(INPUT FOR THIS TASK Opens)

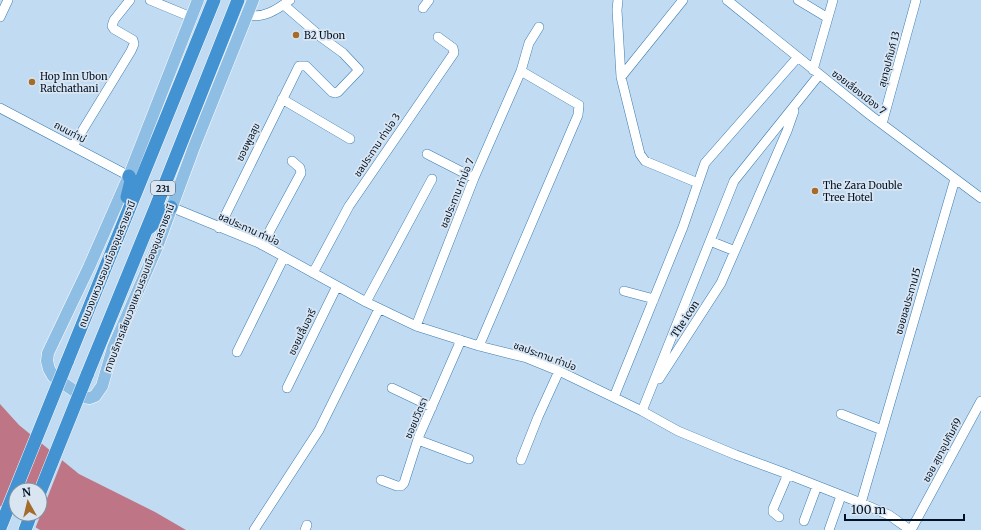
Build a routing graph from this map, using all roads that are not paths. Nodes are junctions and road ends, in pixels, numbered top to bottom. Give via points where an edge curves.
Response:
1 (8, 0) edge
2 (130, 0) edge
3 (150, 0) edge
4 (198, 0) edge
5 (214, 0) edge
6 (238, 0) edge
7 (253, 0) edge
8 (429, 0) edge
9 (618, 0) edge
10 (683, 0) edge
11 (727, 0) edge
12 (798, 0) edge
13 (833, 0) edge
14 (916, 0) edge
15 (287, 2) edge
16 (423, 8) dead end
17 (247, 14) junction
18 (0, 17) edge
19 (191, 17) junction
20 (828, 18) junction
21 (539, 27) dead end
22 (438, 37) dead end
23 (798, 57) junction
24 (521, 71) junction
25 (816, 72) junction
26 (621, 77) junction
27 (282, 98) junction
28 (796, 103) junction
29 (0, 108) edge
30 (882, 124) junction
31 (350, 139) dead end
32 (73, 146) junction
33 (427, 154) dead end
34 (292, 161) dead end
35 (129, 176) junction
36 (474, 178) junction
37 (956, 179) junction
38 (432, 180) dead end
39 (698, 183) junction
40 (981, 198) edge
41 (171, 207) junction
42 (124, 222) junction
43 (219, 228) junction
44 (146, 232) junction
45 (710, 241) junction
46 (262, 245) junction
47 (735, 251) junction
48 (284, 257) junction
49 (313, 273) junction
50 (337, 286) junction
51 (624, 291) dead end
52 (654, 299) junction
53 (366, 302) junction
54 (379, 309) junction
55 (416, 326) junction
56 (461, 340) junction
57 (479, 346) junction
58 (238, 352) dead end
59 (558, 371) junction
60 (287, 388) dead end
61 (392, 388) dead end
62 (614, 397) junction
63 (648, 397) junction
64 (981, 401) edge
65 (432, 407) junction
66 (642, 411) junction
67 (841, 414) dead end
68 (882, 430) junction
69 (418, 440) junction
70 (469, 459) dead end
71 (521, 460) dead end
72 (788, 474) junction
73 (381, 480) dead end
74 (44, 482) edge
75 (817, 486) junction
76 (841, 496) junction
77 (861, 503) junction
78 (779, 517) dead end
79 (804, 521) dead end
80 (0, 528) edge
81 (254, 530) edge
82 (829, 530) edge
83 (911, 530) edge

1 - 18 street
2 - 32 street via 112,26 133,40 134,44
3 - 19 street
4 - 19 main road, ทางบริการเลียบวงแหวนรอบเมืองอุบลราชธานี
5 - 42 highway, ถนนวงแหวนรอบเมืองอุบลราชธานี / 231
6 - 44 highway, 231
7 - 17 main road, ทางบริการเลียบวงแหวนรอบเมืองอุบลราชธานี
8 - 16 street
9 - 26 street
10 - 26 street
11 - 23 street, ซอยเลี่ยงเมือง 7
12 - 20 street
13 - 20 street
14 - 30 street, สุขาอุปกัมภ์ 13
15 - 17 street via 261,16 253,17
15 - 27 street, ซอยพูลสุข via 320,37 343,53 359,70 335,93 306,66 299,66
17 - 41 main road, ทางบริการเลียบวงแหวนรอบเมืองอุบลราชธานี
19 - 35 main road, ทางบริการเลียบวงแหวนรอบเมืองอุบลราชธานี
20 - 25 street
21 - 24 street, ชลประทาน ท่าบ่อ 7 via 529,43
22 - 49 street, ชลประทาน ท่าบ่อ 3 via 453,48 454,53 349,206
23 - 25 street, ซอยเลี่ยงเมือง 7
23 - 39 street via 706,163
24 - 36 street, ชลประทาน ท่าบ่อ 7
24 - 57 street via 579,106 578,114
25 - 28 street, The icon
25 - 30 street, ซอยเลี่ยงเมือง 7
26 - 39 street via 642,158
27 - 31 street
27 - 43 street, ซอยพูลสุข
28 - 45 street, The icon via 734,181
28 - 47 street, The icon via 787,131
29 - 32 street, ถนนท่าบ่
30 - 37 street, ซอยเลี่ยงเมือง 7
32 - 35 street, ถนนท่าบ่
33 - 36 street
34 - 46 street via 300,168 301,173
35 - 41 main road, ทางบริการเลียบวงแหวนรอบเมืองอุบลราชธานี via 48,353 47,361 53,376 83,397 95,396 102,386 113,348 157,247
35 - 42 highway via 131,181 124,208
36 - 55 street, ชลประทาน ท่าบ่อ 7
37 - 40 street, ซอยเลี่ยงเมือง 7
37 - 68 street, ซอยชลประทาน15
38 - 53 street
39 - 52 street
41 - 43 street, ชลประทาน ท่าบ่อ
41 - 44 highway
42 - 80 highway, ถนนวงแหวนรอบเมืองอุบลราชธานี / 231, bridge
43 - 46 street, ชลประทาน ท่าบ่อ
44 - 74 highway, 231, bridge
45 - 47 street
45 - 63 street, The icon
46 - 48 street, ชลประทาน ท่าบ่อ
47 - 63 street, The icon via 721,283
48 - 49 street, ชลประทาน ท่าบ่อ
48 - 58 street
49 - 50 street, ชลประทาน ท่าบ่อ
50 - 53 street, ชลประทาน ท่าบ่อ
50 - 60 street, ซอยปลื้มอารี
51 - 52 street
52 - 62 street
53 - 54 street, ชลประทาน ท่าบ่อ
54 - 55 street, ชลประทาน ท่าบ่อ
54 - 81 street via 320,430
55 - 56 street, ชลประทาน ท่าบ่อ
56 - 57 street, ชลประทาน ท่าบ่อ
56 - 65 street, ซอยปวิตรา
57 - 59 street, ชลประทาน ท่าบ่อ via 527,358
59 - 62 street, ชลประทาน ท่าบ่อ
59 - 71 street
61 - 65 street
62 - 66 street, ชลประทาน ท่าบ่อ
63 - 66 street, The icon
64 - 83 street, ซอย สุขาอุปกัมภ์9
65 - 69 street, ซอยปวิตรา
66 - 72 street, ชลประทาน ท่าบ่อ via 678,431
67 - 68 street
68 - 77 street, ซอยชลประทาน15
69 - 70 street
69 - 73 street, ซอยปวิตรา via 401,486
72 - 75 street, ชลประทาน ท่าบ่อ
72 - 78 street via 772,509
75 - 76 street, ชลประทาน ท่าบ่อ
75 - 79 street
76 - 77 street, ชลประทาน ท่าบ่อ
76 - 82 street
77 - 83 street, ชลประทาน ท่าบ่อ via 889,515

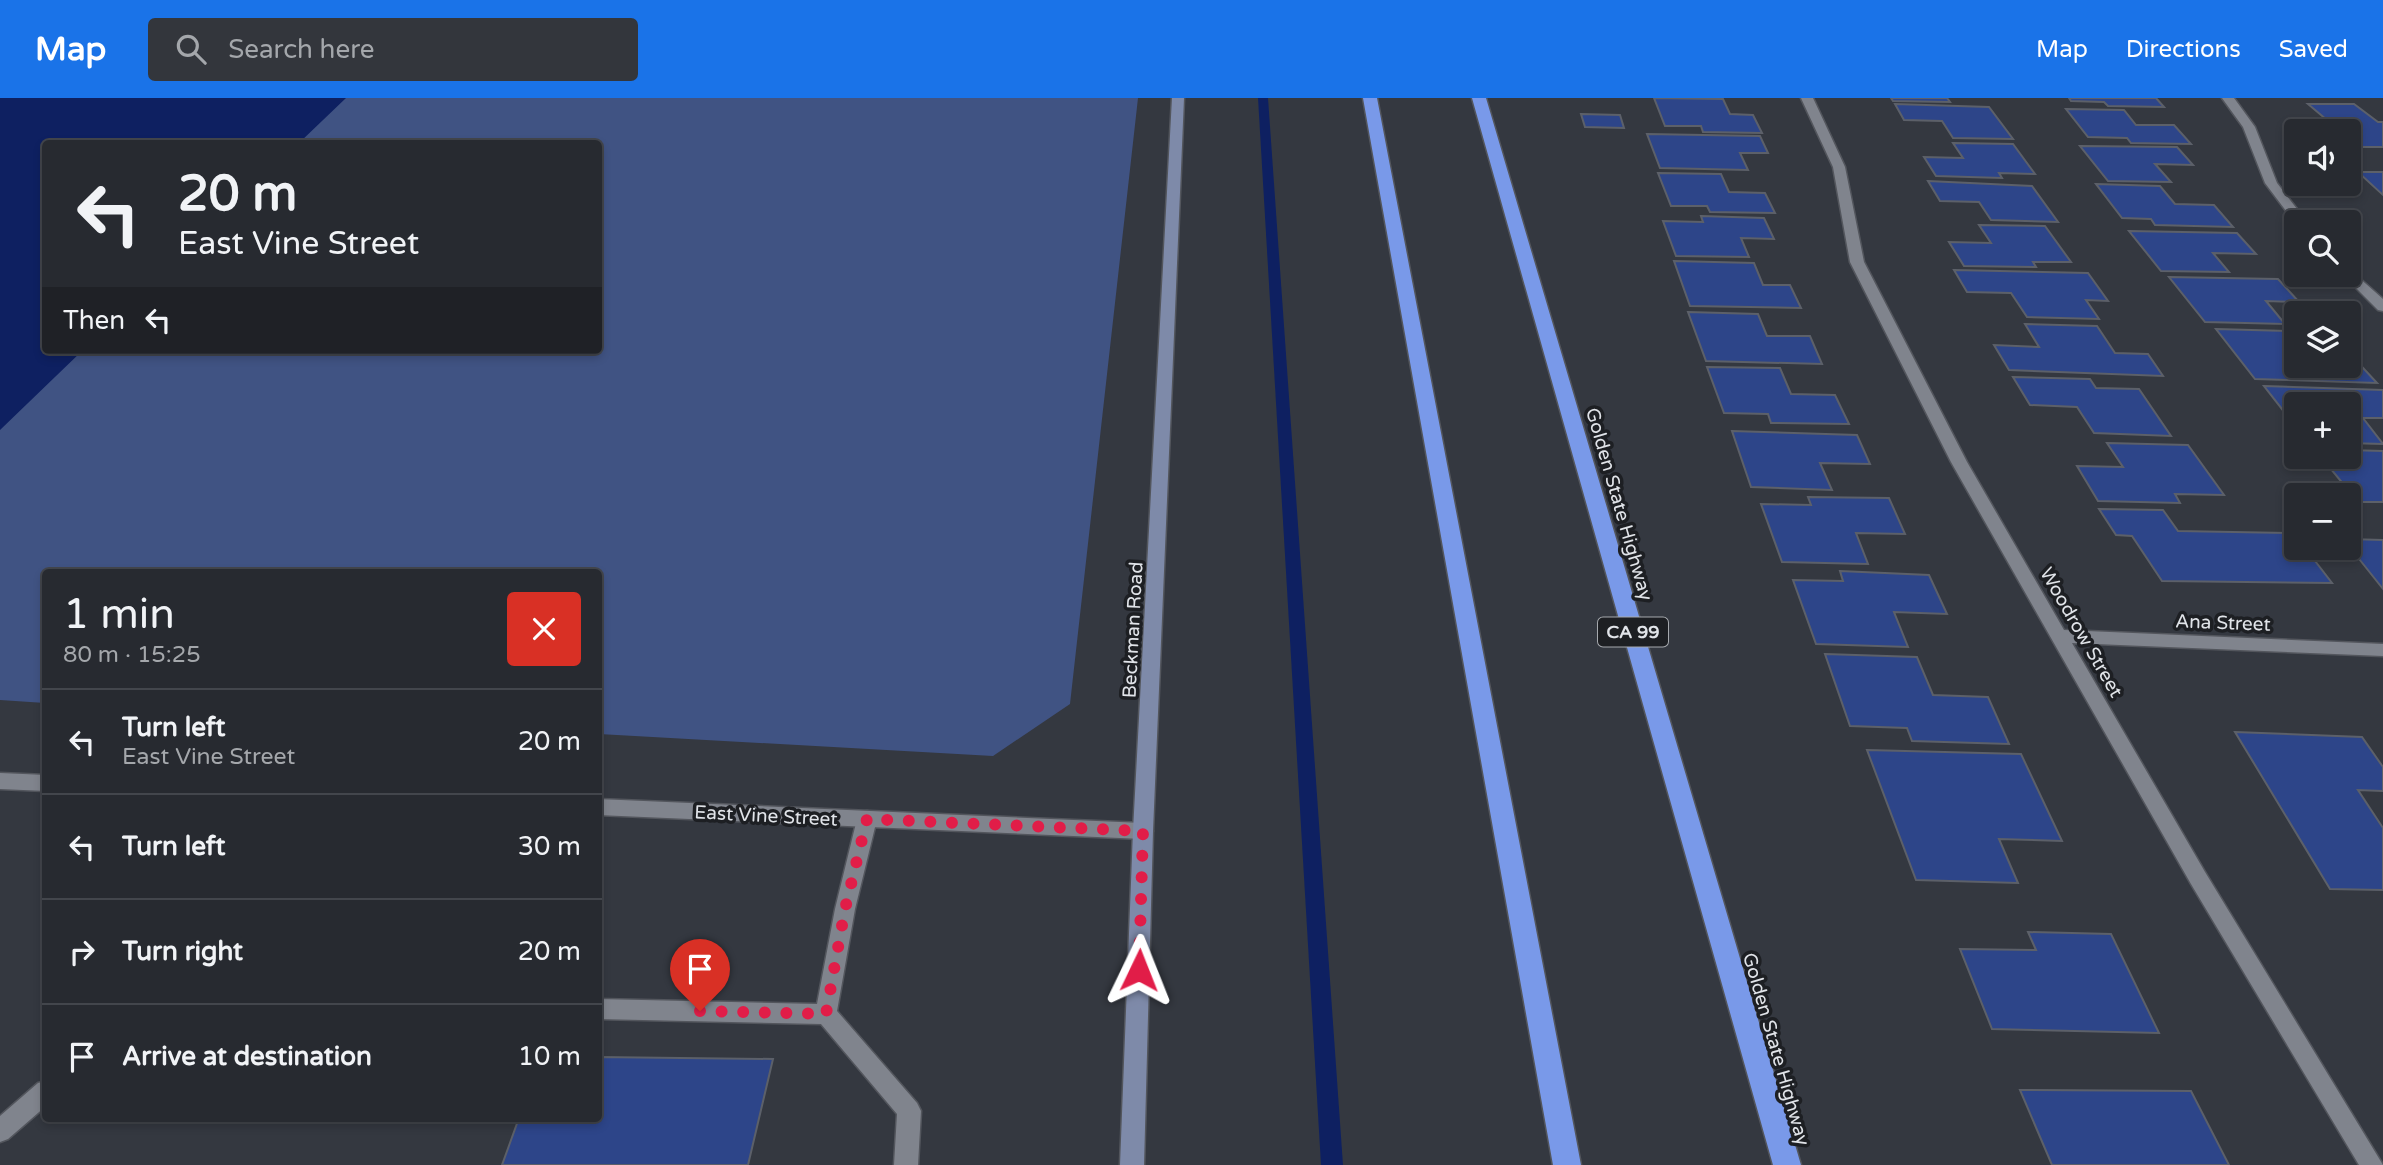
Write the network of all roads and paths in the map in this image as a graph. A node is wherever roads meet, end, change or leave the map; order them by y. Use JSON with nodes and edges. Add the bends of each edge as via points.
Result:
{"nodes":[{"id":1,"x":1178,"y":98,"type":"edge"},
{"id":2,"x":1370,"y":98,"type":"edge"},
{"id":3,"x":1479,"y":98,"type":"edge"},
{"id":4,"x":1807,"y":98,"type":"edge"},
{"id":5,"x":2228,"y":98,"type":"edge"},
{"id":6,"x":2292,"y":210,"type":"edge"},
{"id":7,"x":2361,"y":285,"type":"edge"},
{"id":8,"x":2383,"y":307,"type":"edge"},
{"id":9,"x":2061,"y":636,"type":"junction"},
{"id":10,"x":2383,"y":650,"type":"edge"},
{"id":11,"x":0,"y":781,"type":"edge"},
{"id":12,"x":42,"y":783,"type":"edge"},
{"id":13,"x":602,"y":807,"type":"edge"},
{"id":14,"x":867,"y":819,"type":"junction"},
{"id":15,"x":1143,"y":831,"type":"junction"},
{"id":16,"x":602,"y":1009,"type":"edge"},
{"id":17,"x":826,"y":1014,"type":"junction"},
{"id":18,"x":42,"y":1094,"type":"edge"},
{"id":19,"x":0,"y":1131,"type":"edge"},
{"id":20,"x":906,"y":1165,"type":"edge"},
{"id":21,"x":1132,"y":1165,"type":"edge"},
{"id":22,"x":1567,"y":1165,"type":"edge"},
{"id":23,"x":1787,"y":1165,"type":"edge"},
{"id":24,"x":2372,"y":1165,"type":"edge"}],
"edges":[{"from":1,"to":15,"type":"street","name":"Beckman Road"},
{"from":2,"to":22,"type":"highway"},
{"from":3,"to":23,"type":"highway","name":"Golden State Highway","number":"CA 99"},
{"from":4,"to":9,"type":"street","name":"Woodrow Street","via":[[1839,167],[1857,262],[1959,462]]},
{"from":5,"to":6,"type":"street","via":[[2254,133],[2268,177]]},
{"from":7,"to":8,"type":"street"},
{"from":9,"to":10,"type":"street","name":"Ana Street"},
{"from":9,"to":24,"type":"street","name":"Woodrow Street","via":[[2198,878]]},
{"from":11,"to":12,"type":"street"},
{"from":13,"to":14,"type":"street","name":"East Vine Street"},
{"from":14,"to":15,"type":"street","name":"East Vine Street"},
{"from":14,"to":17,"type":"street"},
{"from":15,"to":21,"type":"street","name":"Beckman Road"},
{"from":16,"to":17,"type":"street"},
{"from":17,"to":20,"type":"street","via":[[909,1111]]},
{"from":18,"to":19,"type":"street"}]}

(INPUT FOR THIS TASK Closes)

WHAT YOU ARE ASKED TO DO: Go through the records above, find each line with the string "roads", and copy it.

RESPONSE BELOW:
Build a routing graph from this map, using all roads that are not paths. Nodes are junctions and road ends, in pixels, numbered top to bottom. Give via points where an edge curves.
Write the network of all roads and paths in the map in this image as a graph. A node is wherever roads meet, end, change or leave the map; order them by y. Use JSON with nodes and edges. Add the bends of each edge as via points.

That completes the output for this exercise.